Samuel Dudley Sedgley died tragically in April 1919 following a stroke. He was 26 years old.   His death followed that on his brother, Thomas, also a University of Manchester Graduate, who was killed in France in 1916. In paying tribute to him, Manchester Grammar School wrote ‘He worked not to pass examinations, but because he found his classics supremely interesting… he would not himself have spoken of teaching as a profession: to him it was a vocation.’

Samuel Sedgley

Walter Sellers 

1907-1911

Ordination Student

Walter Sellers was born in 1887 to a working class family from Macclesfield. His father Thomas- a well known local figure- had married Elizabeth Bullock in 1885, and the couple had five children together before her death, probably in childbirth, in 1896, after which Thomas remarried to Mary Ellen Clulow. The 1901 census records Walter, aged 14, working as a Card Lacer in a silk factory.  He lived in the family home at Clowes Street, Macclesfield, with his father, his stepmother, his grandmother and three of his younger siblings.

 

Whilst a Sunday school teacher at Hurdsfield, Macclesfield, Walter caught the eye of the new vicar Rev. Allworthy. Described by friend and fellow Slemsman Spencer Wade as ‘a devoted churchman with an eye to ordination,’ Walter requested and was allowed to join Wade in his studies with Allworthy. When Allworthy opened St Anselm’s Hostel in 1907, Walter was considered to be too old to undertake a University education but was granted a place at the Hostel to study for ordination. He was ordained as a deacon in December 1911 and appointed to St James’, Gorton, Manchester, being further ordained as a priest in 1913. In spring 1915, Walter was appointed to the curacy of St. James’, East Crompton, in north Manchester, and at around the same time was a chaplain at Strangeways prison.
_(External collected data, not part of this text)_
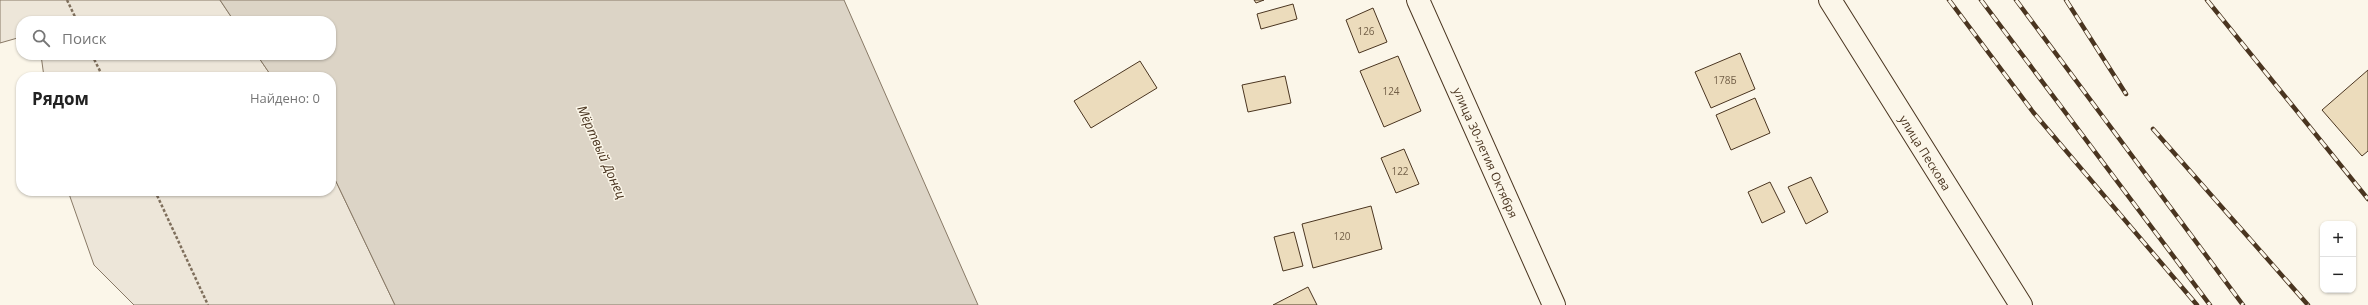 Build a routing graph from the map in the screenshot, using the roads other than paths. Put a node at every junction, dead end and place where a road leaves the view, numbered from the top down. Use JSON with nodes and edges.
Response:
{"nodes":[{"id":1,"x":1418,"y":0,"type":"edge"},
{"id":2,"x":1830,"y":0,"type":"edge"},
{"id":3,"x":1554,"y":305,"type":"edge"},
{"id":4,"x":2021,"y":305,"type":"edge"}],
"edges":[{"from":1,"to":3,"type":"street","name":"улица 30-летия Октября"},
{"from":2,"to":4,"type":"street","name":"улица Пескова"}]} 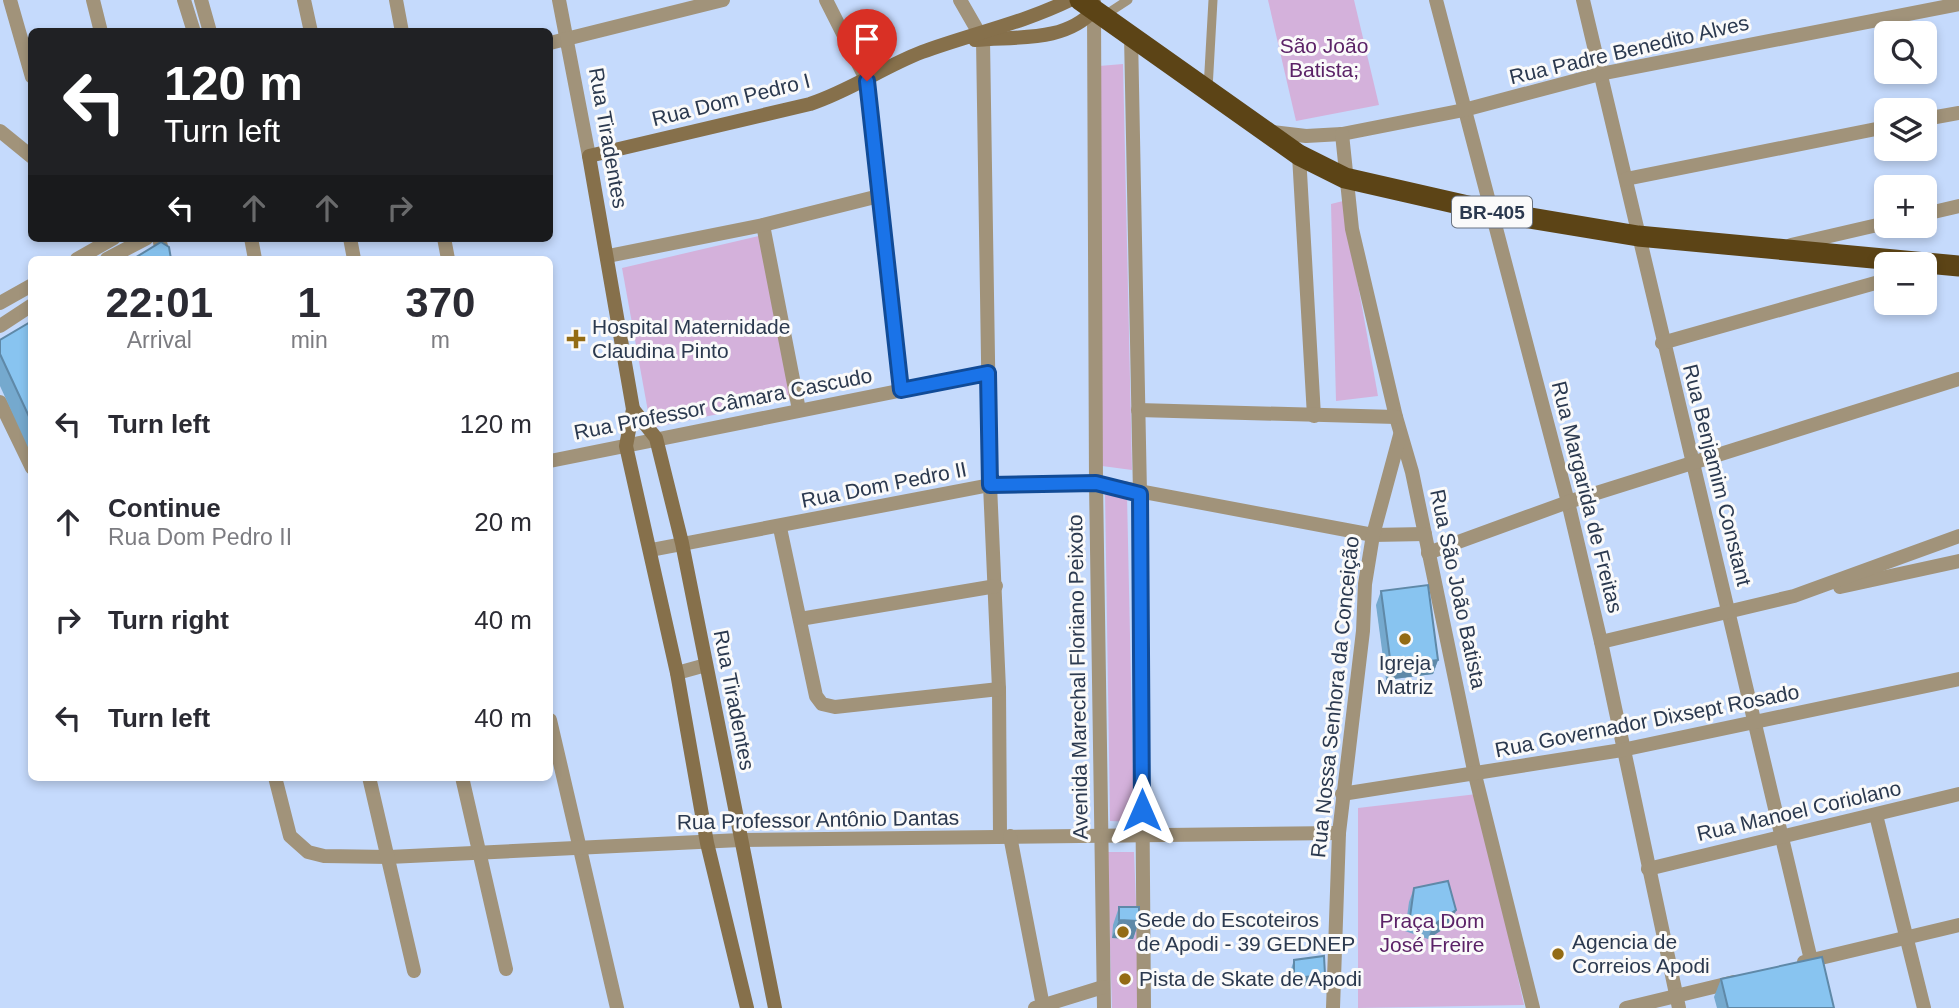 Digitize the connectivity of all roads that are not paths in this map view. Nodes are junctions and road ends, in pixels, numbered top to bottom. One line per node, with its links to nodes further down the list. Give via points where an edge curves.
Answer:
1 (10, 0): 28 (street)
2 (93, 0): 19 (street)
3 (184, 0): 20 (street)
4 (201, 0): 21 (street)
5 (304, 0): 22 (street)
6 (396, 0): 23 (street)
7 (559, 0): 26 (street, Rua Tiradentes)
8 (723, 0): 16 (street)
9 (825, 0): 30 (street)
10 (960, 0): 25 (street)
11 (1070, 0): 25 (street, Rua Dom Pedro I)
12 (1128, 0): 18 (lane)
13 (1213, 0): 31 (lane)
14 (1436, 0): 32 (street, Rua Margarida de Freitas)
15 (1583, 0): 29 (street, Rua Benjamim Constant)
16 (697, 3): 26 (street)
17 (1959, 4): 29 (street, Rua Padre Benedito Alves)
18 (1093, 6): 24 (highway, BR-405); 25 (street, Rua Dom Pedro I, via 1080,22 1055,33); 79 (street, Avenida Marechal Floriano Peixoto)
19 (101, 28)
20 (193, 28)
21 (209, 28)
22 (310, 28)
23 (401, 28)
24 (1131, 35): 31 (highway, BR-405); 70 (street)
25 (982, 36): 30 (street, Rua Dom Pedro I, via 899,61); 64 (street)
26 (568, 38): 27 (street); 41 (street, Rua Tiradentes)
27 (553, 42)
28 (28, 63)
29 (1600, 74): 32 (street, Rua Padre Benedito Alves); 43 (street, Rua Benjamim Constant)
30 (867, 81): 41 (street, Rua Dom Pedro I, via 810,104); 44 (street)
31 (1208, 89): 37 (highway, BR-405)
32 (1464, 110): 38 (street, Rua Padre Benedito Alves); 47 (street, Rua Margarida de Freitas)
33 (1959, 113): 34 (street)
34 (1937, 118)
35 (1874, 129): 43 (street)
36 (0, 131): 39 (street)
37 (1267, 131): 38 (street, Rua Padre Benedito Alves); 40 (highway, BR-405)
38 (1342, 134): 42 (street, Rua São João Batista)
39 (28, 154)
40 (1299, 155): 42 (highway, BR-405); 71 (street)
41 (589, 156): 56 (street, Rua Tiradentes)
42 (1345, 178): 47 (highway, BR-405); 72 (street, Rua São João Batista, via 1352,229)
43 (1626, 179): 50 (street, Rua Benjamim Constant)
44 (880, 196): 48 (street); 66 (street)
45 (1959, 206): 46 (street)
46 (1937, 211)
47 (1494, 212): 50 (highway, BR-405); 82 (street, Rua Margarida de Freitas)
48 (763, 225): 56 (street); 69 (street)
49 (1874, 226): 53 (street)
50 (1638, 236): 53 (highway, BR-405); 63 (street, Rua Benjamim Constant)
51 (107, 242): 54 (street)
52 (134, 242): 55 (street)
53 (1780, 248): 57 (highway, BR-405)
54 (82, 256)
55 (112, 256)
56 (608, 256): 68 (street, Rua Tiradentes)
57 (1943, 266)
58 (1874, 283): 63 (street)
59 (28, 287): 60 (street)
60 (0, 303)
61 (28, 308): 62 (street)
62 (0, 326)
63 (1662, 343): 78 (street, Rua Benjamim Constant)
64 (988, 373): 66 (street, Rua Professor Câmara Cascudo); 80 (street)
65 (1959, 379): 78 (street)
66 (901, 390): 69 (street, Rua Professor Câmara Cascudo)
67 (0, 402): 76 (street)
68 (633, 409): 74 (street, Rua Tiradentes); 75 (street, Rua Tiradentes)
69 (799, 410): 74 (street, Rua Professor Câmara Cascudo)
70 (1138, 410): 71 (street); 81 (street)
71 (1314, 416): 72 (street)
72 (1396, 417): 73 (street, Rua São João Batista)
73 (1400, 435): 84 (street, Rua São João Batista); 85 (street, Rua Nossa Senhora da Conceição)
74 (656, 438): 75 (street, Rua Professor Câmara Cascudo); 87 (street, Rua Tiradentes)
75 (626, 446): 77 (street, Rua Professor Câmara Cascudo); 88 (street, Rua Tiradentes)
76 (28, 460)
77 (553, 460)
78 (1693, 463): 82 (street); 93 (street, Rua Benjamim Constant)
79 (1096, 483): 80 (street, Rua Dom Pedro II); 81 (street, Rua Dom Pedro II); 114 (street, Avenida Marechal Floriano Peixoto)
80 (990, 485): 83 (street, Rua Dom Pedro II); 91 (street)
81 (1140, 494): 85 (street, Rua Dom Pedro II); 112 (street)
82 (1568, 502): 89 (street); 95 (street, Rua Margarida de Freitas)
83 (780, 528): 87 (street, Rua Dom Pedro II); 94 (street)
84 (1425, 534): 85 (street, Rua Dom Pedro II); 89 (street, Rua São João Batista)
85 (1373, 535): 107 (street, Rua Nossa Senhora da Conceição)
86 (1959, 536): 92 (street)
87 (682, 543): 88 (street, Rua Dom Pedro II); 96 (street, Rua Tiradentes)
88 (651, 550): 97 (street, Rua Tiradentes)
89 (1428, 553): 103 (street, Rua São João Batista)
90 (1959, 561): 92 (street)
91 (996, 586): 94 (street); 99 (street)
92 (1794, 596): 93 (street)
93 (1729, 610): 95 (street); 100 (street, Rua Benjamim Constant)
94 (800, 619): 99 (street, via 820,702 835,707)
95 (1601, 642): 102 (street, Rua Margarida de Freitas)
96 (706, 665): 97 (street); 115 (street, Rua Tiradentes)
97 (677, 673): 116 (street, Rua Tiradentes)
98 (1959, 678): 100 (street, Rua Governador Dixsept Rosado)
99 (999, 689): 111 (street)
100 (1755, 723): 102 (street, Rua Governador Dixsept Rosado); 113 (street, Rua Benjamim Constant)
101 (553, 733): 117 (street)
102 (1622, 750): 103 (street, Rua Governador Dixsept Rosado); 120 (street, Rua Margarida de Freitas)
103 (1475, 775): 107 (street, Rua Governador Dixsept Rosado); 137 (street, Rua São João Batista)
104 (276, 781): 119 (street, Rua Professor Antônio Dantas, via 286,827 301,847 324,856)
105 (370, 781): 119 (street)
106 (463, 781): 118 (street)
107 (1342, 794): 110 (street, Rua Nossa Senhora da Conceição)
108 (1959, 794): 109 (street, Rua Manoel Coriolano)
109 (1876, 815): 113 (street, Rua Manoel Coriolano); 122 (street)
110 (1339, 833): 112 (street, Rua Professor Antônio Dantas); 136 (street, Rua Nossa Senhora da Conceição)
111 (1005, 836): 114 (street, Rua Professor Antônio Dantas); 115 (street, Rua Professor Antônio Dantas); 130 (street)
112 (1142, 836): 114 (street, Rua Professor Antônio Dantas); 135 (street)
113 (1780, 837): 120 (street, Rua Manoel Coriolano); 123 (street, Rua Benjamim Constant)
114 (1102, 838): 128 (street, Avenida Marechal Floriano Peixoto)
115 (740, 840): 116 (street, Rua Professor Antônio Dantas); 133 (street, Rua Tiradentes)
116 (707, 843): 117 (street, Rua Professor Antônio Dantas); 132 (street, Rua Tiradentes)
117 (580, 846): 118 (street, Rua Professor Antônio Dantas); 131 (street)
118 (479, 850): 119 (street, Rua Professor Antônio Dantas); 125 (street)
119 (389, 857): 126 (street)
120 (1648, 869): 129 (street, Rua Margarida de Freitas)
121 (1959, 925): 122 (street)
122 (1906, 938): 123 (street); 139 (street)
123 (1811, 960): 124 (street)
124 (1787, 967)
125 (506, 969)
126 (414, 971)
127 (1750, 977): 129 (street)
128 (1102, 987): 130 (street); 134 (street, Avenida Marechal Floriano Peixoto)
129 (1677, 1003): 138 (street)
130 (1039, 1007)
131 (617, 1008)
132 (747, 1008)
133 (775, 1008)
134 (1104, 1008)
135 (1144, 1008)
136 (1333, 1008)
137 (1533, 1008)
138 (1626, 1008)
139 (1924, 1008)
Walter joined the army in 1917, becoming a chaplain in the Kings Shropshire Light Infantry where his brother, Reginald, already served as a signaller. Sadly, Reginald was killed in September 1918. For his actions in the First World War, Walter was awarded the Military Cross in the 1919 Birthday honours, although he later declared ‘I haven’t the foggiest idea how I won it. It came with the rations like so many others.’
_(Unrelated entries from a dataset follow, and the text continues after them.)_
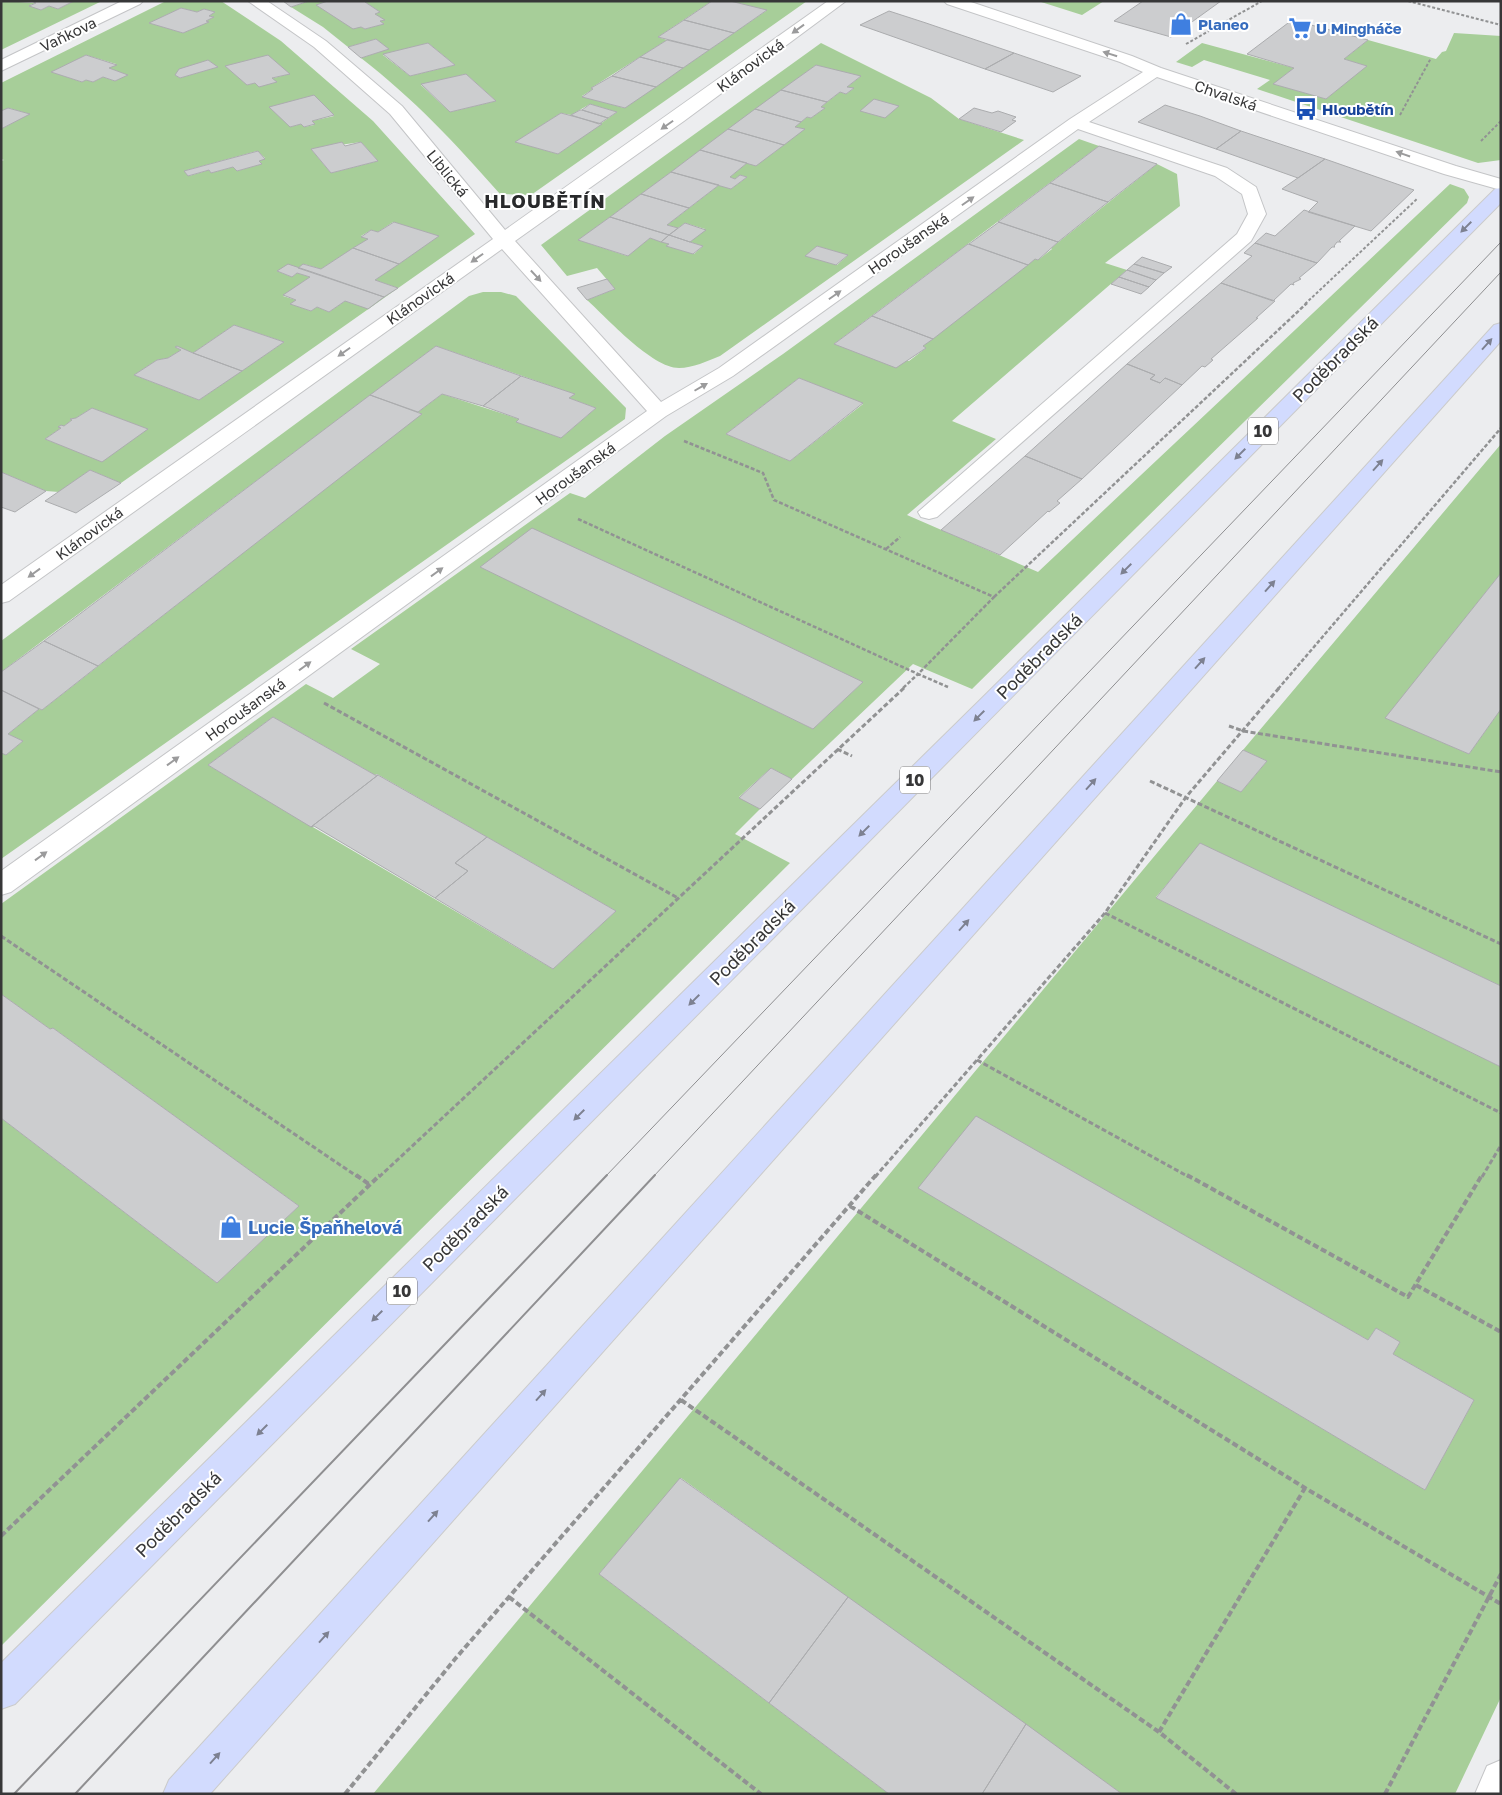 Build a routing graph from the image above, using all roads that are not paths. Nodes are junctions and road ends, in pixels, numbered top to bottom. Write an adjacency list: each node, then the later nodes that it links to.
1 (134, 1): 5 (street, Vaňkova)
2 (256, 1): 10 (street, Liblická)
3 (838, 1): 10 (street, Klánovická, one-way to 10)
4 (952, 1): 6 (street, Chvalská, one-way to 4)
5 (1, 66)
6 (1151, 69): 7 (street, Horoušanská); 8 (street, Chvalská, one-way to 6)
7 (1076, 123): 12 (street, Horoušanská, one-way to 7); 13 (street)
8 (1501, 185)
9 (1501, 193): 16 (main road, Poděbradská / 10, one-way to 16)
10 (503, 240): 12 (street, Liblická, one-way to 12); 14 (street, Klánovická, one-way to 14)
11 (1501, 329): 18 (main road, one-way to 11)
12 (659, 412): 15 (street, Horoušanská, one-way to 12)
13 (929, 512)
14 (1, 596)
15 (1, 885)
16 (1, 1690)
17 (1501, 1780): 19 (street)
18 (183, 1794)
19 (1494, 1794)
At the end of the war, Walter returned to East Crompton, where he remained until his appointment to St. Mark’s, Hulme, in 1925. A further appointment to St Mark’s Glodwick in Oldham followed in 1928. Walter remained at Glodwick until 1938 when, shortly after his marriage to Ella Wharton, he was appointed as vicar of Northborne, Kent.  In 1951, Walter was given a new appointment as vicar Rector of Ringwould, Kent, and Rural Dean of Sandwich. Although ill health forced him to give up the position of Rural Dean after a year, he remained in Ringwould. Among his activities there he was chairman of the local youth club and vice-president of Kingsdown Gardeners society. Forced by ill-health to retire in 1957, Walter and Ella moved to Colwyn Bay, Denbighshire. Walter died there in 1966. He was outlived by Ella who died in 1971.